Expository Writing: Not Skipping Steps
The term “expository writing” includes most factual writing. When you write instructions for people, explain something, describe something, report on something, or provide information, you are doing expository writing. You use expository writing every day. The steps in your LEGO kits that tell you how to build a spaceship are examples of expository writing. Likewise, the instructions on the back of your shampoo bottle are expository writing. So are newspaper articles, book reports, state reports, and a huge proportion of the writing that you do at school.
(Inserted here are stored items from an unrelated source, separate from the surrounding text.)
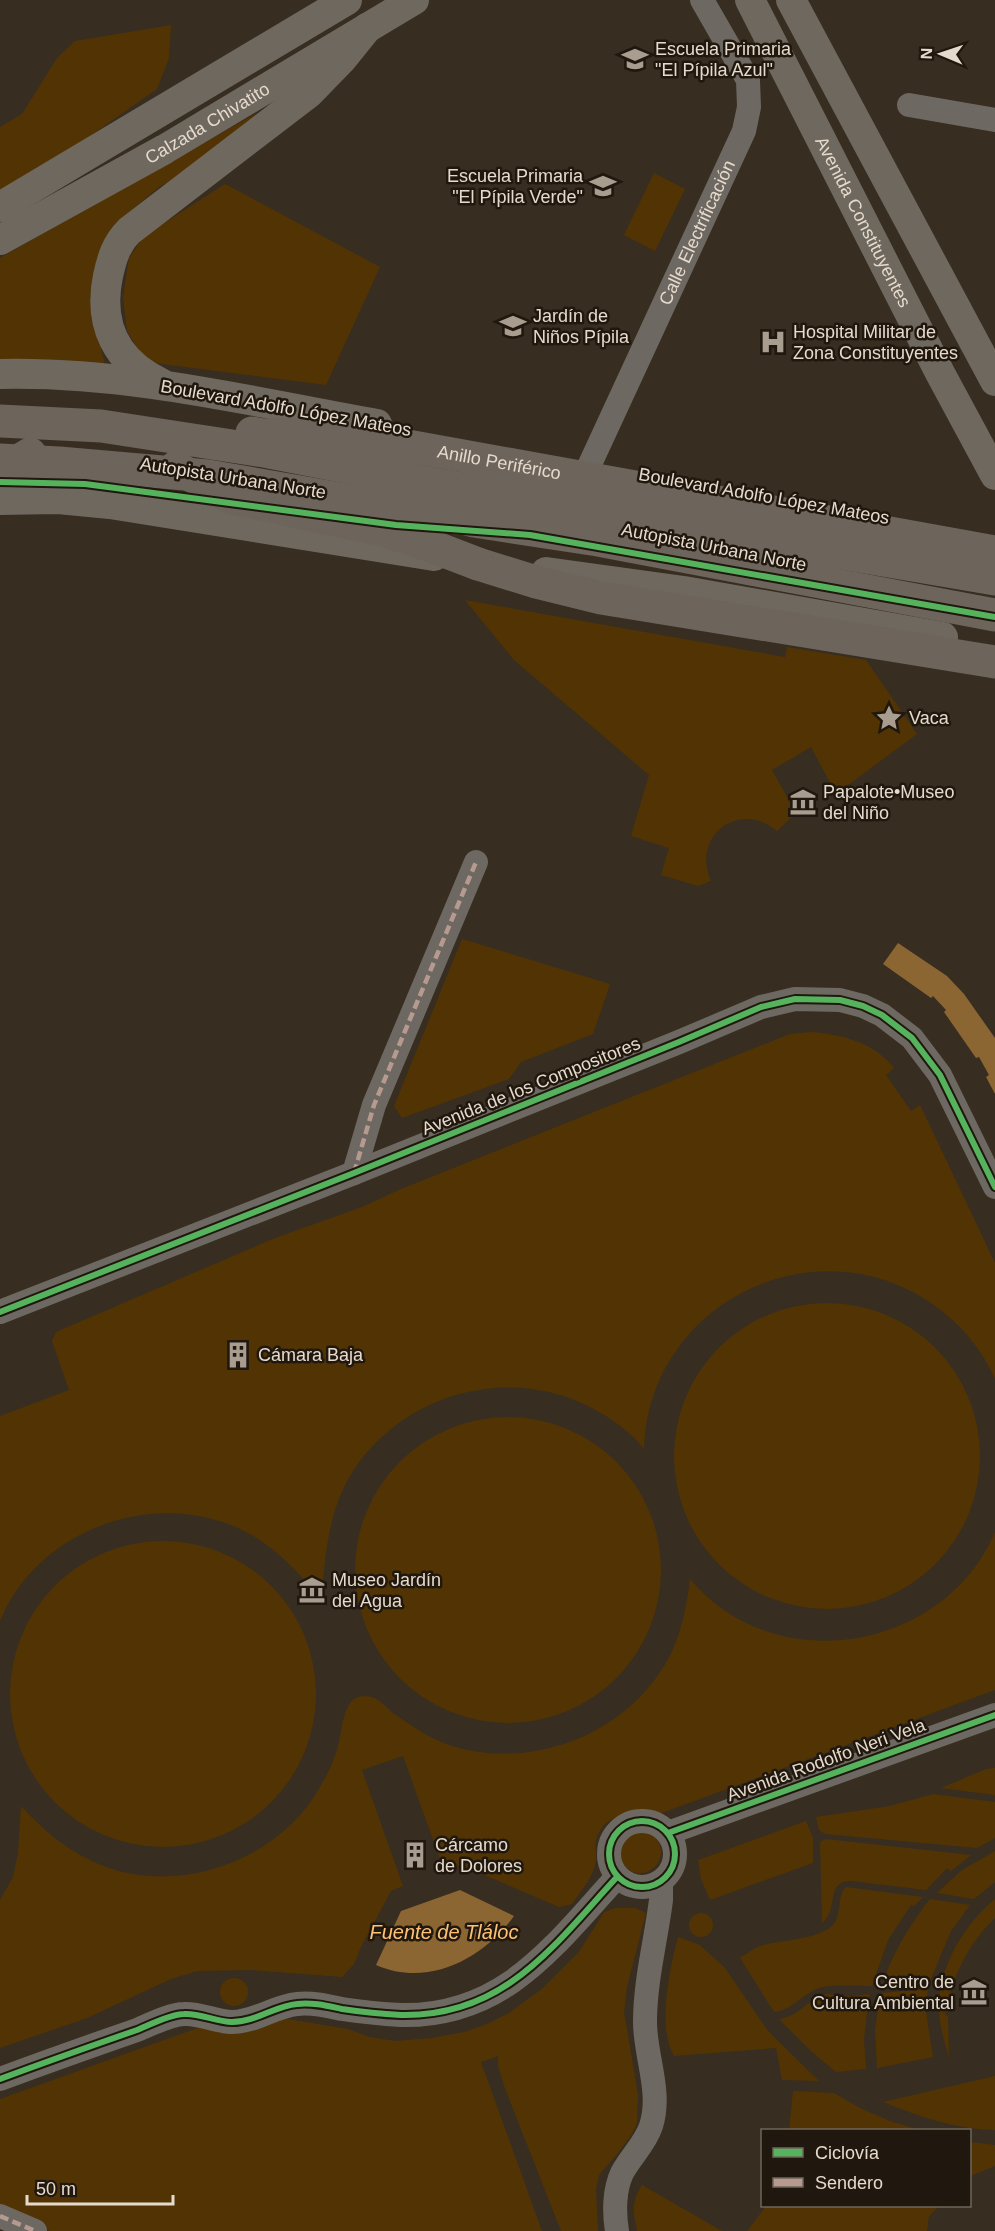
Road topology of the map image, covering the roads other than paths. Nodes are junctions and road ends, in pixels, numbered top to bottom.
1 (347, 0) edge
2 (414, 0) edge
3 (702, 0) edge
4 (729, 0) edge
5 (750, 0) edge
6 (765, 0) edge
7 (791, 0) edge
8 (367, 28) junction
9 (909, 105) dead end
10 (995, 120) edge
11 (0, 207) edge
12 (0, 240) edge
13 (940, 373) junction
14 (0, 374) edge
15 (995, 381) edge
16 (169, 387) junction
17 (0, 407) edge
18 (0, 421) edge
19 (995, 433) edge
20 (481, 443) junction
21 (264, 451) junction
22 (10, 456) edge
23 (590, 464) junction
24 (176, 467) junction
25 (0, 472) edge
26 (995, 475) edge
27 (662, 492) junction
28 (0, 500) edge
29 (995, 538) edge
30 (995, 554) edge
31 (995, 579) edge
32 (995, 598) edge
33 (995, 615) edge
34 (995, 647) edge
35 (995, 662) edge
36 (476, 862) dead end
37 (354, 1173) junction
38 (995, 1187) edge
39 (0, 1312) edge
40 (995, 1715) edge
41 (668, 1833) junction
42 (617, 1877) junction
43 (661, 1882) junction
44 (0, 2079) edge
45 (0, 2216) edge
46 (34, 2231) edge
47 (617, 2231) edge

1 - 11 main road, Calzada Chivatito
2 - 8 main road, Calzada Chivatito
3 - 23 street, Calle Electrificación
4 - 13 main road
5 - 13 main road, Avenida Constituyentes
6 - 19 main road, Avenida Constituyentes
7 - 15 main road
8 - 12 main road, Calzada Chivatito
8 - 16 main road
9 - 10 street
13 - 26 main road, Avenida Constituyentes
14 - 16 main road, Boulevard Adolfo López Mateos
16 - 20 main road, Boulevard Adolfo López Mateos
17 - 27 highway, Anillo Periférico
18 - 21 highway, Autopista Urbana Norte
20 - 23 main road, Boulevard Adolfo López Mateos
20 - 27 highway
21 - 30 highway
21 - 31 highway, Autopista Urbana Norte
22 - 24 highway, Autopista Urbana Norte
22 - 25 highway, bridge
22 - 32 highway
23 - 29 main road, Boulevard Adolfo López Mateos
24 - 33 highway, Autopista Urbana Norte, bridge
24 - 35 highway, bridge
27 - 30 highway, Anillo Periférico
28 - 34 main road
36 - 37 street
37 - 38 street, Avenida de los Compositores
37 - 39 street, Avenida de los Compositores
40 - 41 street, Avenida Rodolfo Neri Vela
41 - 42 street
41 - 43 street
42 - 43 street
42 - 44 street
43 - 47 street
45 - 46 street

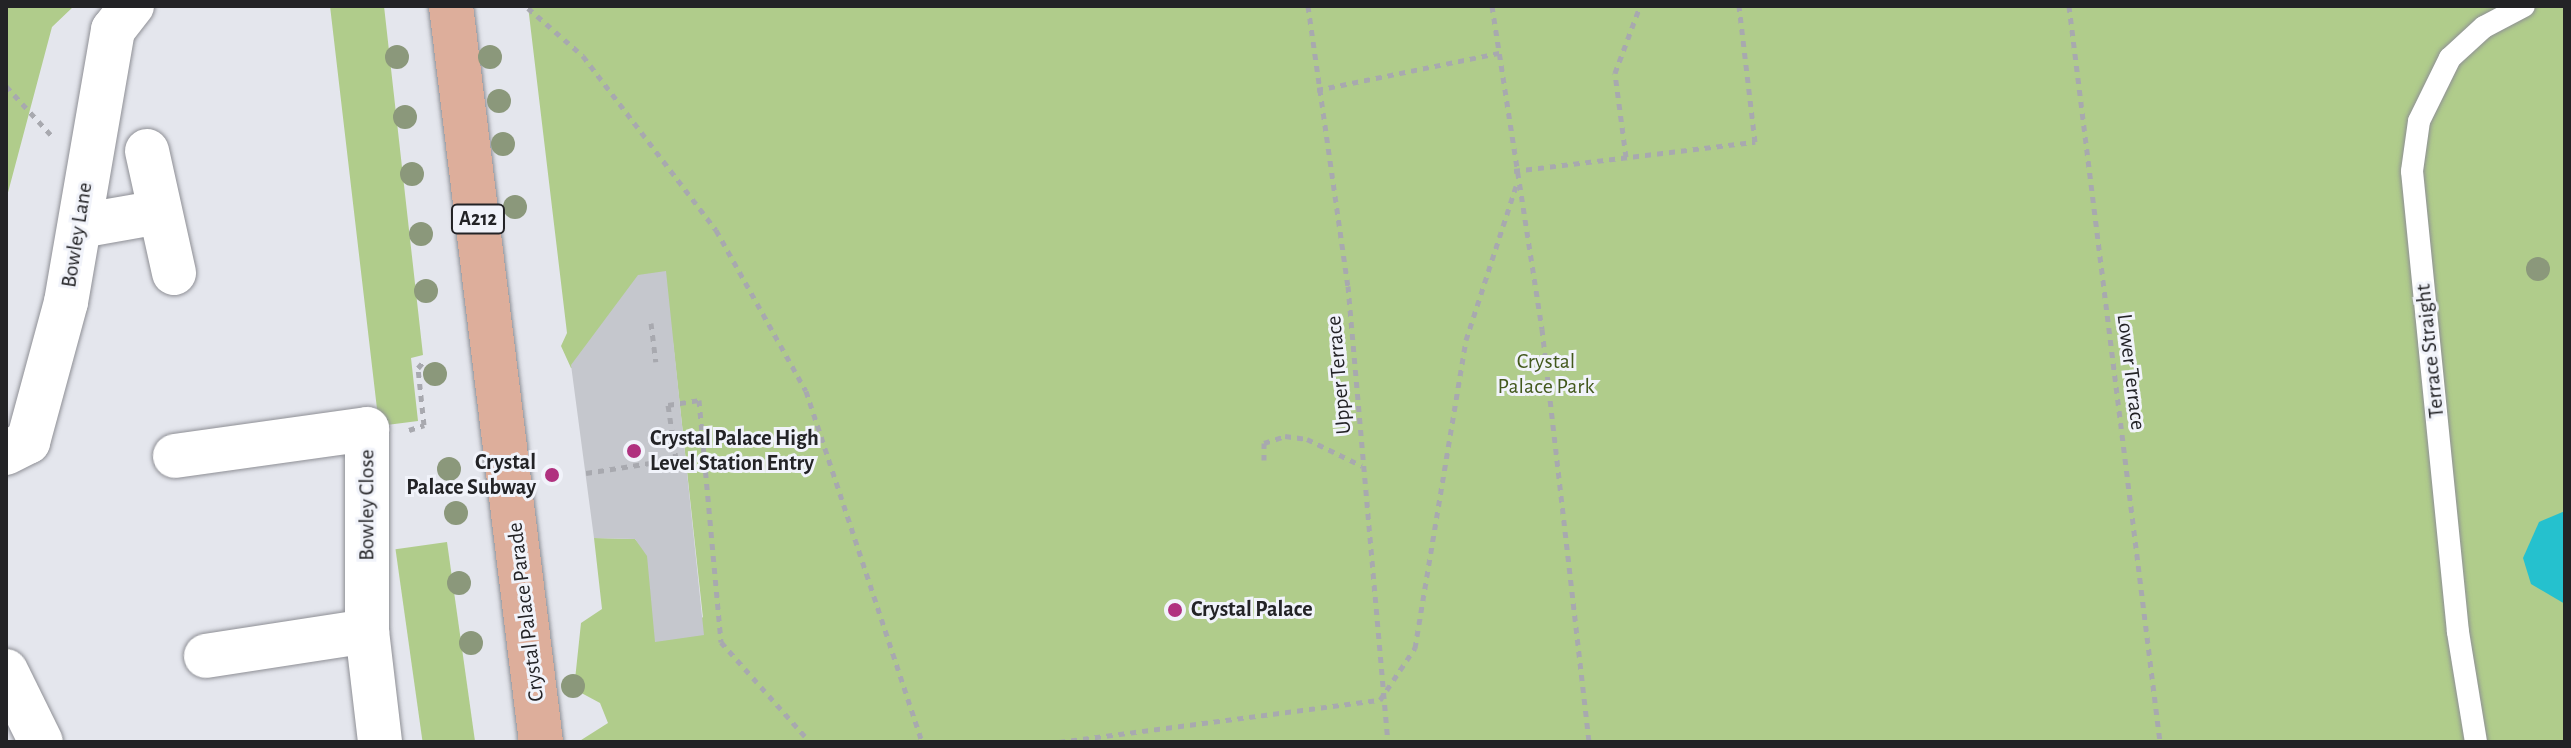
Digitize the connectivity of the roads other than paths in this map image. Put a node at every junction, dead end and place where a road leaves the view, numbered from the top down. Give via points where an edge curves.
1 (132, 6) edge
2 (451, 6) edge
3 (2524, 6) edge
4 (147, 151) dead end
5 (159, 212) junction
6 (80, 226) junction
7 (174, 273) dead end
8 (6, 453) edge
9 (175, 456) dead end
10 (367, 631) junction
11 (206, 656) dead end
12 (6, 671) edge
13 (41, 742) edge
14 (380, 742) edge
15 (541, 742) edge
16 (2476, 742) edge

1 - 6 street, Bowley Lane via 113,30
2 - 15 main road, Crystal Palace Parade / A212
3 - 16 lane, Terrace Straight via 2484,27 2450,58 2419,121 2412,171 2458,632
4 - 5 street
5 - 6 street
5 - 7 street
6 - 8 street, Bowley Lane via 28,442
9 - 10 street, Bowley Close via 367,429
10 - 11 street
10 - 14 street, Bowley Close
12 - 13 street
One of the most common mistakes that people make in expository writing is that they “skip steps.” When giving some directions or instructions, they may literally skip a step, which leaves their reader wondering what to do. In other types of expository writing, writers don’t literally skip steps, but they leave out parts of their argument, leaving their readers wondering how they got to their conclusion. In general, arguments that leave out logical “steps” are not convincing to readers. It’s easy to leave out “steps” when you’re making an argument because it’s YOUR argument. You already understand how you get from your question to your conclusion. But if you’re trying to convince someone else, you have to lay out all your logical twists and turns, very explicitly, in order to get them to see (and maybe even believe!) your point of view.
We often take for granted that people know what we’re talking about. But, good writers don’t leave anything open for interpretation. They don’t want their reader to “guess” at what they wrote and what their argument is; they want to tell their reader exactly what the argument is!
Other Expository Writing
Although there are many technical writers who make a good living writing instructions (and we reap the benefits of their skills every time we try a new board game!), most people don’t write many lists of instructions.
Step-by-Step writing skills can, however, by applied in many, many types of writing. In fact, most young writers skip important steps in much of their writing. The types of writing in which skipped steps cause the most problems are:
- Explanations of how things are done or how they work.
- Arguments that require readers to follow a writer’s logic
- Summaries that try to convey another person’s logic
We’re going to focus on explanations of how things are done or how they work.
Getting EVERY step is crucial in explanations precisely because your readers are reading your writing BECAUSE they don’t understand the activity or process that you’re describing. If you skip a step in your explanation, your readers will finish reading just as confused as they were when they started.